Agenda de bom senso
Enquanto se discute no Supremo se a responsabilidade pelo isolamento é do Presidente ou é de governadores e prefeitos, quem está mesmo na ponta do Brasil real são os prefeitos. À exceção de prefeitos de grandes cidades, mais de 95% deles é que sofrem literalmente na pele e também na consciência, a responsabilidade sobre a saúde física e econômica de seus munícipes. E ainda cada dia mais perto da eleição municipal. Aqui em Brasília, o Presidente sofre pressões de todos os lados, mas quem é mais alvo de cobrança é o prefeito. Assim como o Presidente tem que se sujeitar a decisões do legislativo e judiciário, os prefeitos também sofrem essas restrições.

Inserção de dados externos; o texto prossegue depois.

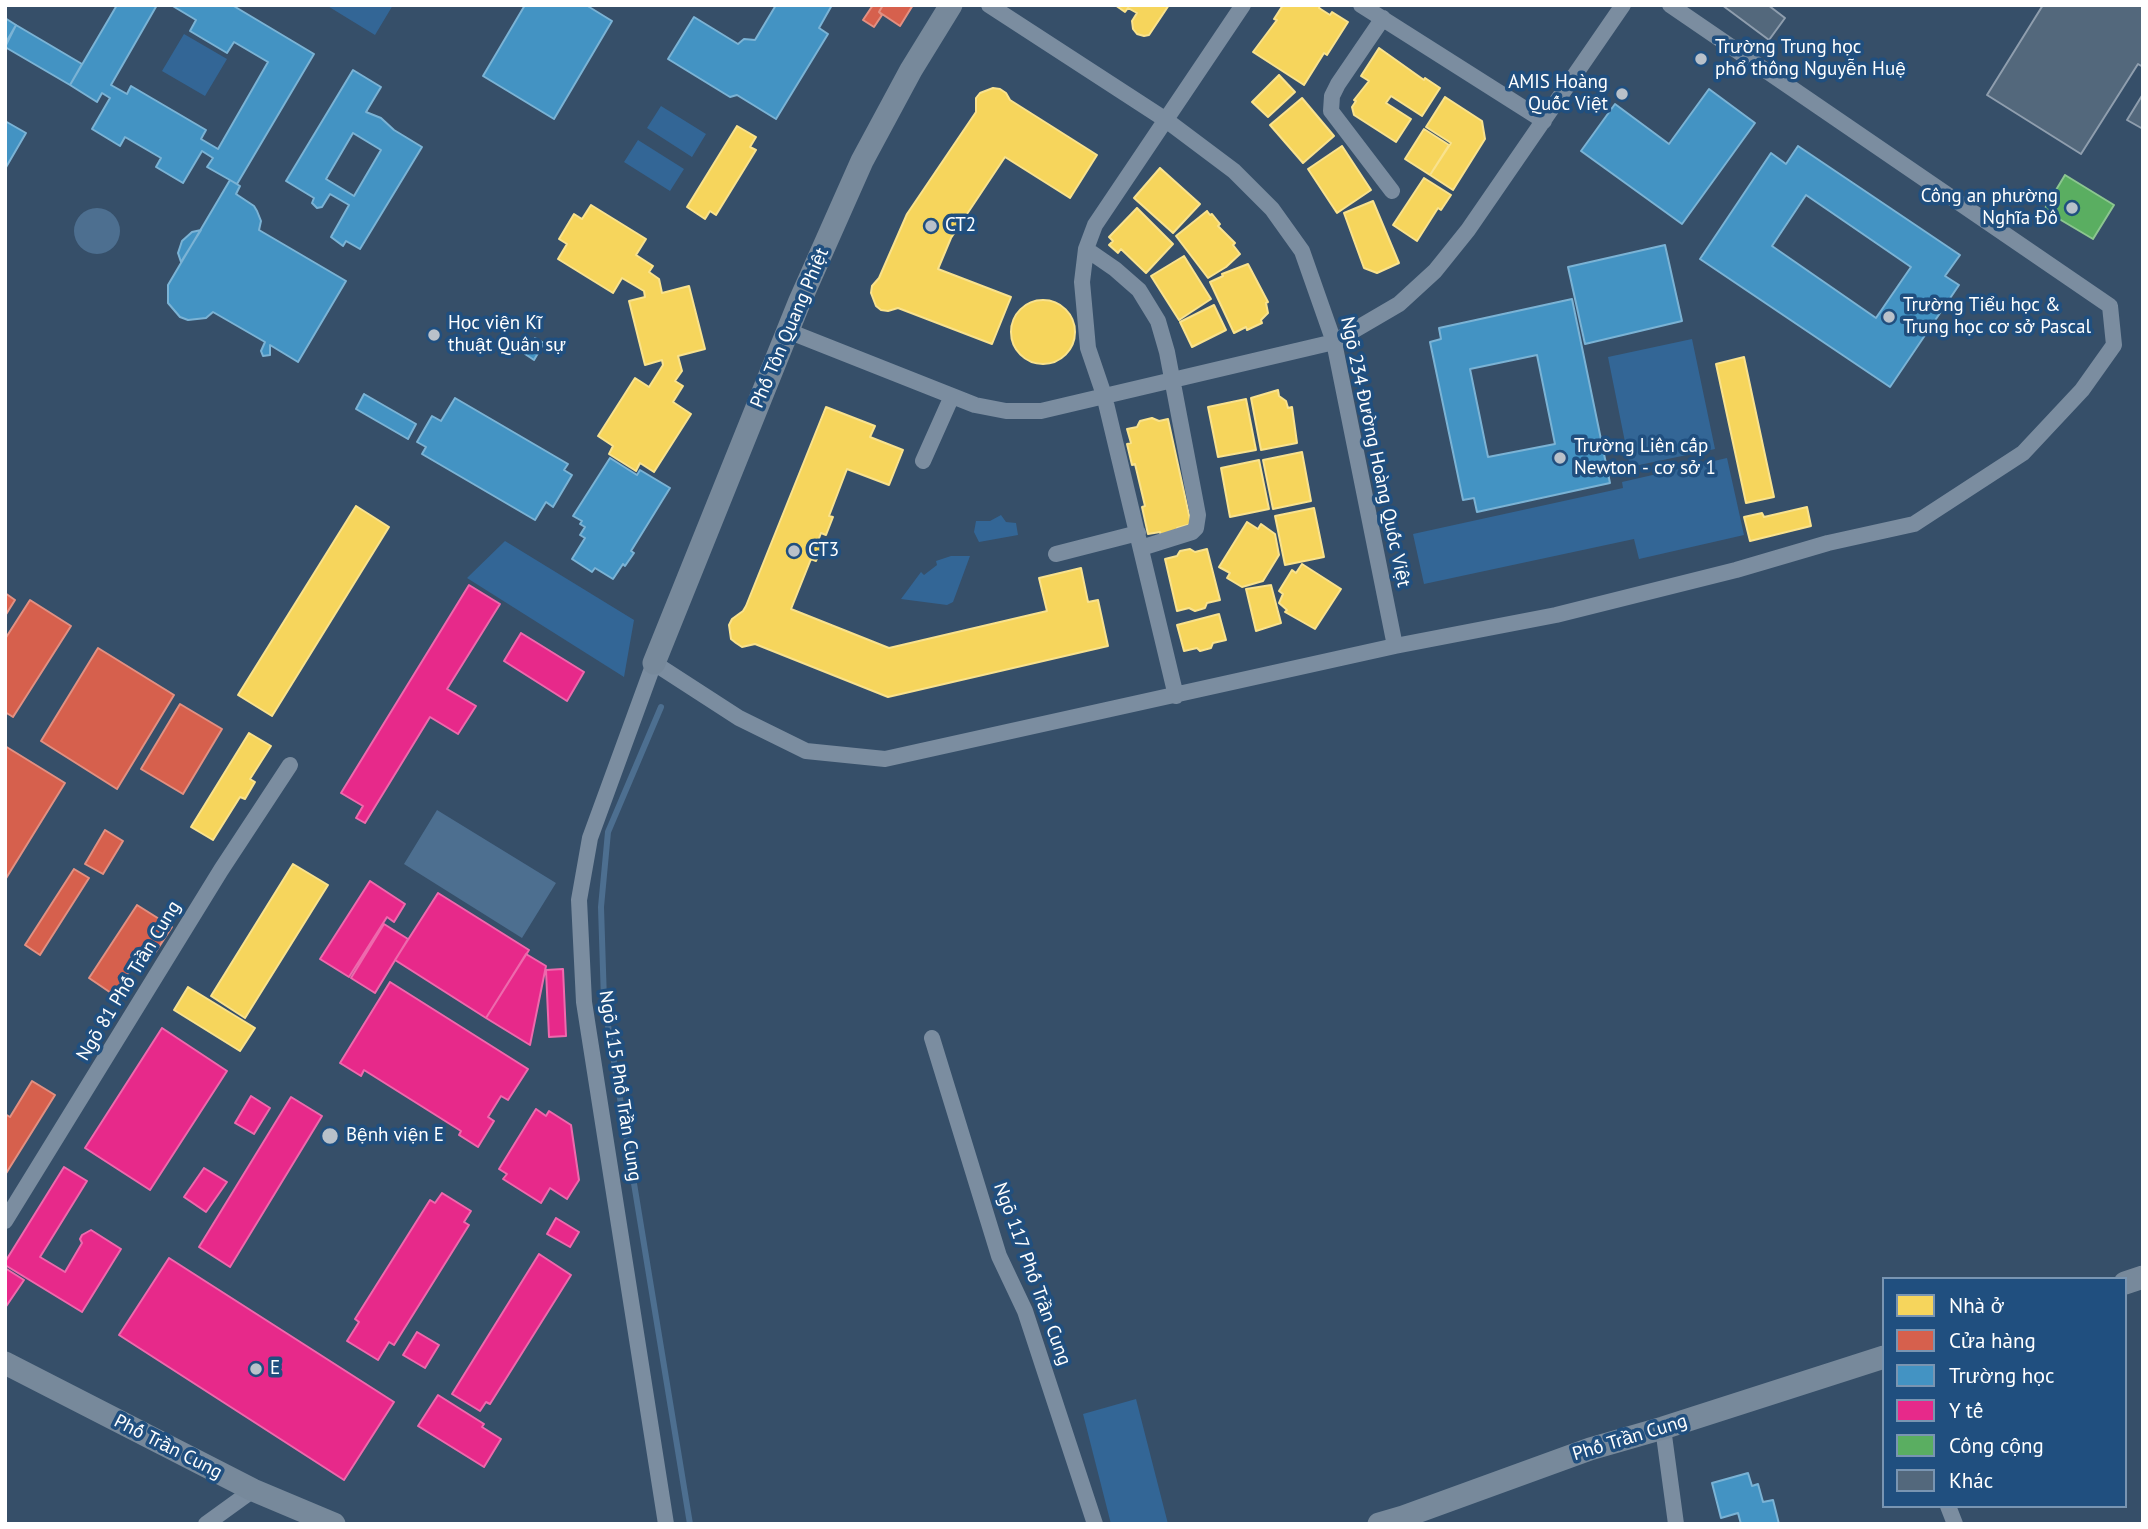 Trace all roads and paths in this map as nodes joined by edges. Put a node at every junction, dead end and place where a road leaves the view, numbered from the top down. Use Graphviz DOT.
graph roads {
  1 [pos="951,5"];
  2 [pos="989,5"];
  3 [pos="1243,5"];
  4 [pos="1361,5"];
  5 [pos="1623,5"];
  6 [pos="1670,5"];
  7 [pos="1383,18"];
  8 [pos="1166,120"];
  9 [pos="1544,121"];
  10 [pos="1392,191"];
  11 [pos="1086,249"];
  12 [pos="788,331"];
  13 [pos="1334,342"];
  14 [pos="1171,381"];
  15 [pos="1104,395"];
  16 [pos="952,396"];
  17 [pos="923,461"];
  18 [pos="1139,540"];
  19 [pos="1056,554"];
  20 [pos="1395,646"];
  21 [pos="654,663"];
  22 [pos="1176,696"];
  23 [pos="290,765"];
  24 [pos="932,1038"];
  25 [pos="5,1221"];
  26 [pos="1882,1358"];
  27 [pos="5,1363"];
  28 [pos="1663,1428"];
  29 [pos="253,1490"];
  30 [pos="206,1524"];
  31 [pos="334,1524"];
  32 [pos="666,1524"];
  33 [pos="1095,1524"];
  34 [pos="1379,1524"];
  35 [pos="1676,1524"];
  1 -- 12 [label="main road, Phố Tôn Quang Phiệt"];
  2 -- 8 [label="street, Ngõ 234 Đường Hoàng Quốc Việt"];
  3 -- 8 [label="street"];
  4 -- 7 [label="street"];
  5 -- 9 [label="street"];
  6 -- 20 [label="street"];
  7 -- 9 [label="street"];
  7 -- 10 [label="street"];
  8 -- 11 [label="street"];
  8 -- 13 [label="street, Ngõ 234 Đường Hoàng Quốc Việt"];
  9 -- 13 [label="street"];
  11 -- 14 [label="street"];
  11 -- 15 [label="street"];
  12 -- 16 [label="street"];
  12 -- 21 [label="main road, Phố Tôn Quang Phiệt"];
  13 -- 14 [label="street"];
  13 -- 20 [label="street, Ngõ 234 Đường Hoàng Quốc Việt"];
  14 -- 15 [label="street"];
  14 -- 18 [label="street"];
  15 -- 16 [label="street"];
  15 -- 18 [label="street"];
  16 -- 17 [label="street"];
  18 -- 19 [label="street"];
  18 -- 22 [label="street"];
  20 -- 22 [label="street"];
  21 -- 22 [label="street"];
  21 -- 32 [label="street, Ngõ 115 Phố Trần Cung"];
  23 -- 25 [label="street, Ngõ 81 Phố Trần Cung"];
  24 -- 33 [label="street, Ngõ 117 Phố Trần Cung"];
  26 -- 28 [label="main road, Phố Trần Cung"];
  27 -- 29 [label="main road, Phố Trần Cung"];
  28 -- 34 [label="main road, Phố Trần Cung"];
  28 -- 35 [label="street"];
  29 -- 30 [label="street"];
  29 -- 31 [label="main road, Phố Trần Cung"];
}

Vou citar um exemplo de um dos maiores centros de produção agrícola do país, Sinop, em Mato Grosso. Cito Sinop, porque lá estive quando o município tinha apenas 5 anos de idade. Hoje, aos 45 anos da fundação, tem quase 150 mil habitantes. Nesta crise sanitária, teve pouco mais de 10 casos confirmados e apenas um hospitalizado. E além da pandemia, mantém um alerta de dengue. Há poucos dias, com base em decreto do governador, a Prefeita foi para a TV anunciar, tendo como metas a saúde e a preservação da economia, a reabertura do comércio. “Foi preciso coragem para tomar decisões”- disse ela. Reabertura sem aglomerações, com distanciamento de 2 metros, máscaras, higienização de mãos e lugares, com a recomendação de ficar em casa quem não tiver absoluta necessidade de sair. Hotéis, feiras livres, lanchonetes e restaurantes reabertos mas não escolas. A Justiça restringiu a abertura, que não atinge missas e cultos, academias e ginásios. Na decisão, o Juiz argumentou “uma agenda de bom senso”.

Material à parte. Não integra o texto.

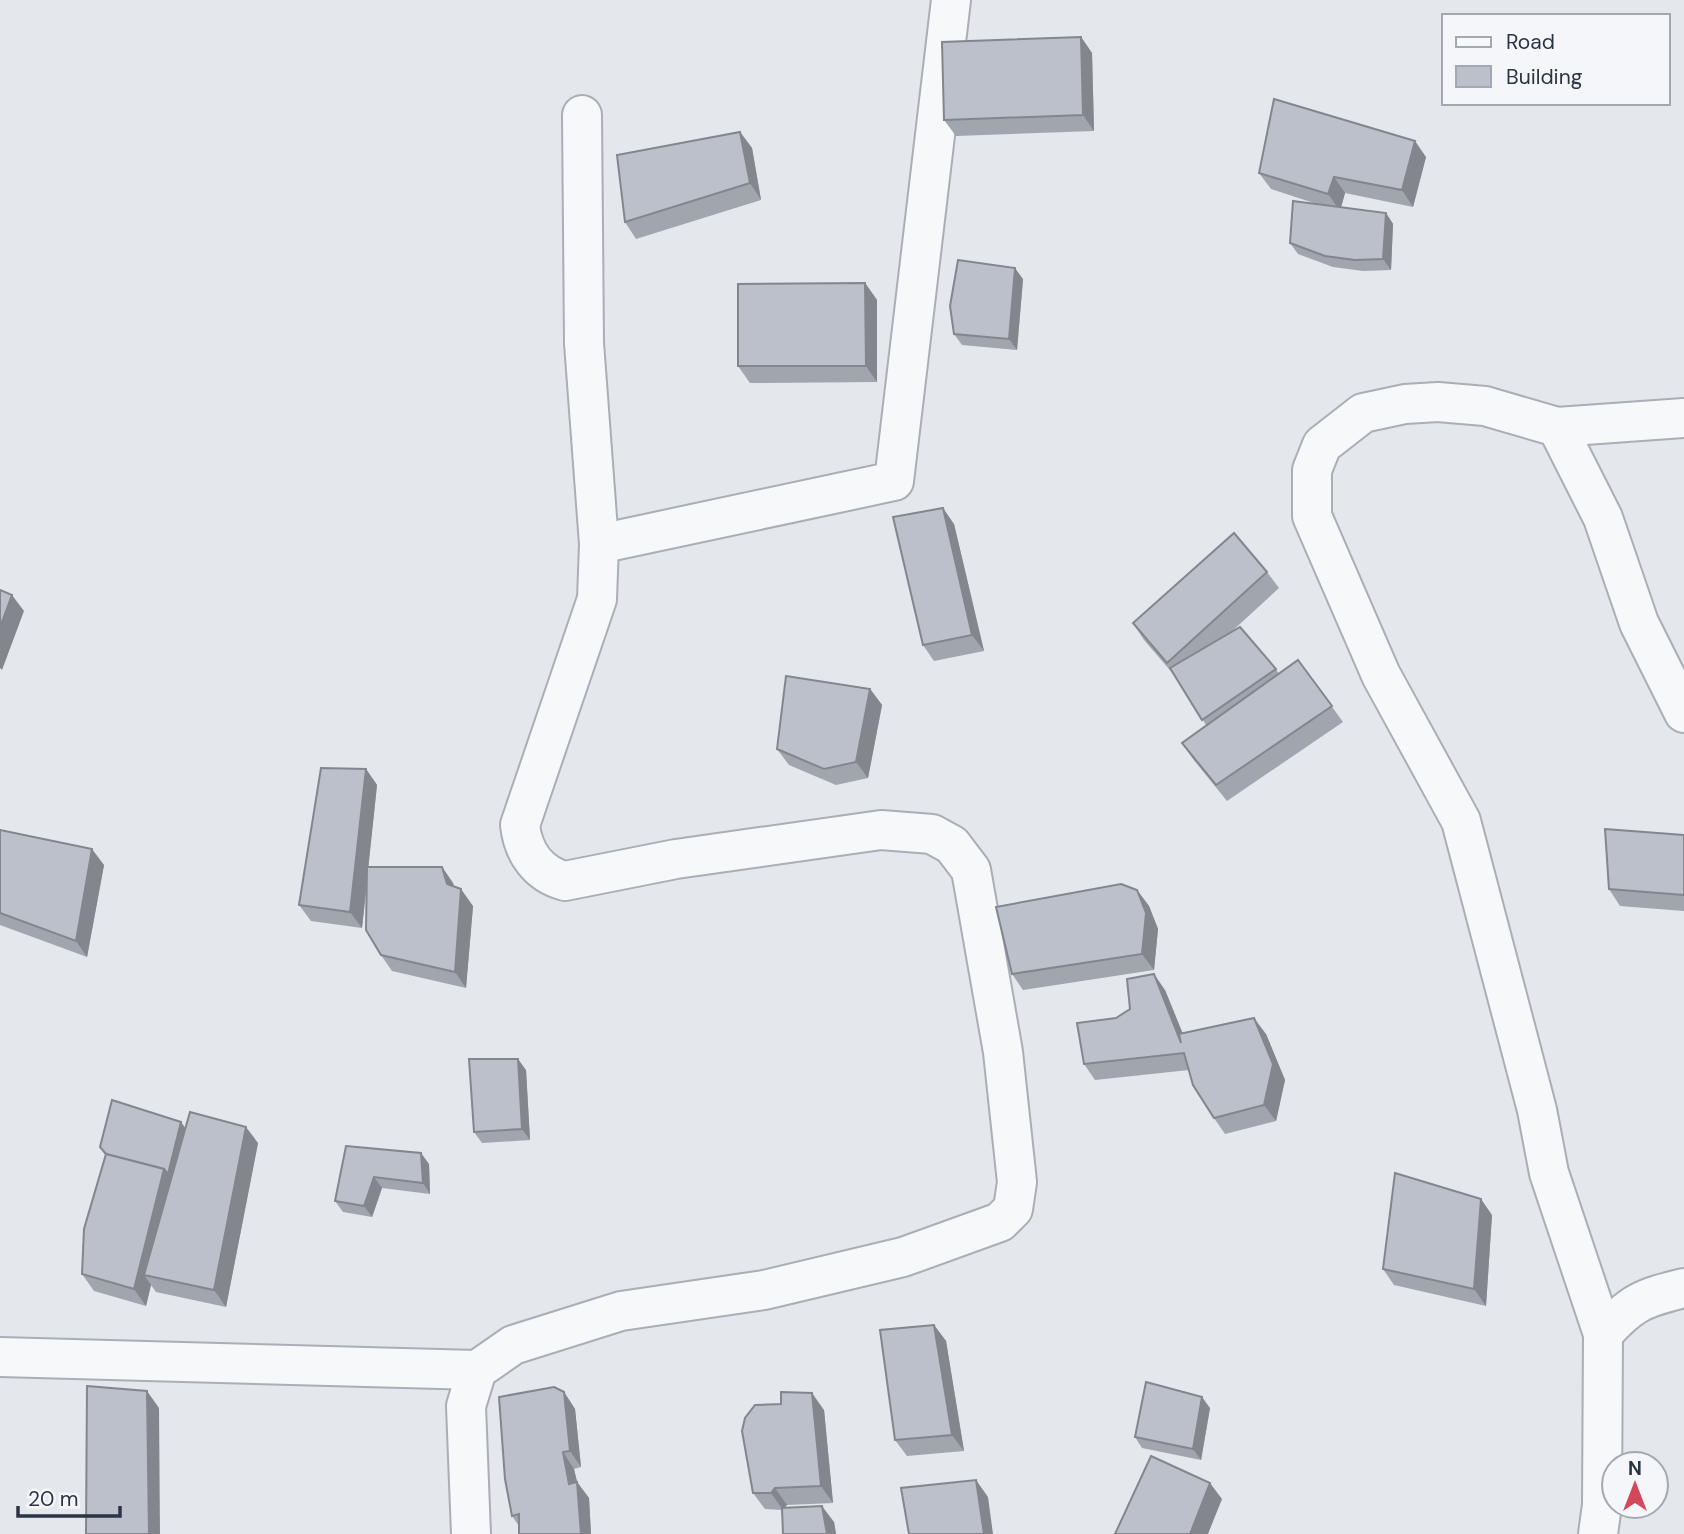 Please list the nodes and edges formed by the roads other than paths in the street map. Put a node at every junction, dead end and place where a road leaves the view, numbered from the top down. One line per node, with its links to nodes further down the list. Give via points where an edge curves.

Imagino quantas noites mal-dormidas de prefeitos exigidos por todos os lados, neste momento crucial de pressão de um vírus que não se conhece bem mas se sabe que está entre nós, e de uma crise econômica que se agrava a cada dia de parada no comércio, serviços e sobretudo nos avulsos e informais. Também quantas noites mal-dormidas de pais e mães de família a pensar na alimentação dos filhos no dia seguinte, muitos dependendo da merenda na escola fechada.
Nós, brasileiros, nos qualificamos como solidários. E é o que o momento exige. Solidariedade nos cuidados para não sermos vítimas ou condutores do contágio. E solidariedade para não sermos instrumentos do caos econômico que pode virar caos social. O drama que pesa sobre a cabeça de prefeitos, governadores e presidente também exige que, solidários, cumpramos uma agenda de bom senso, com racionalidade e cabeça fria.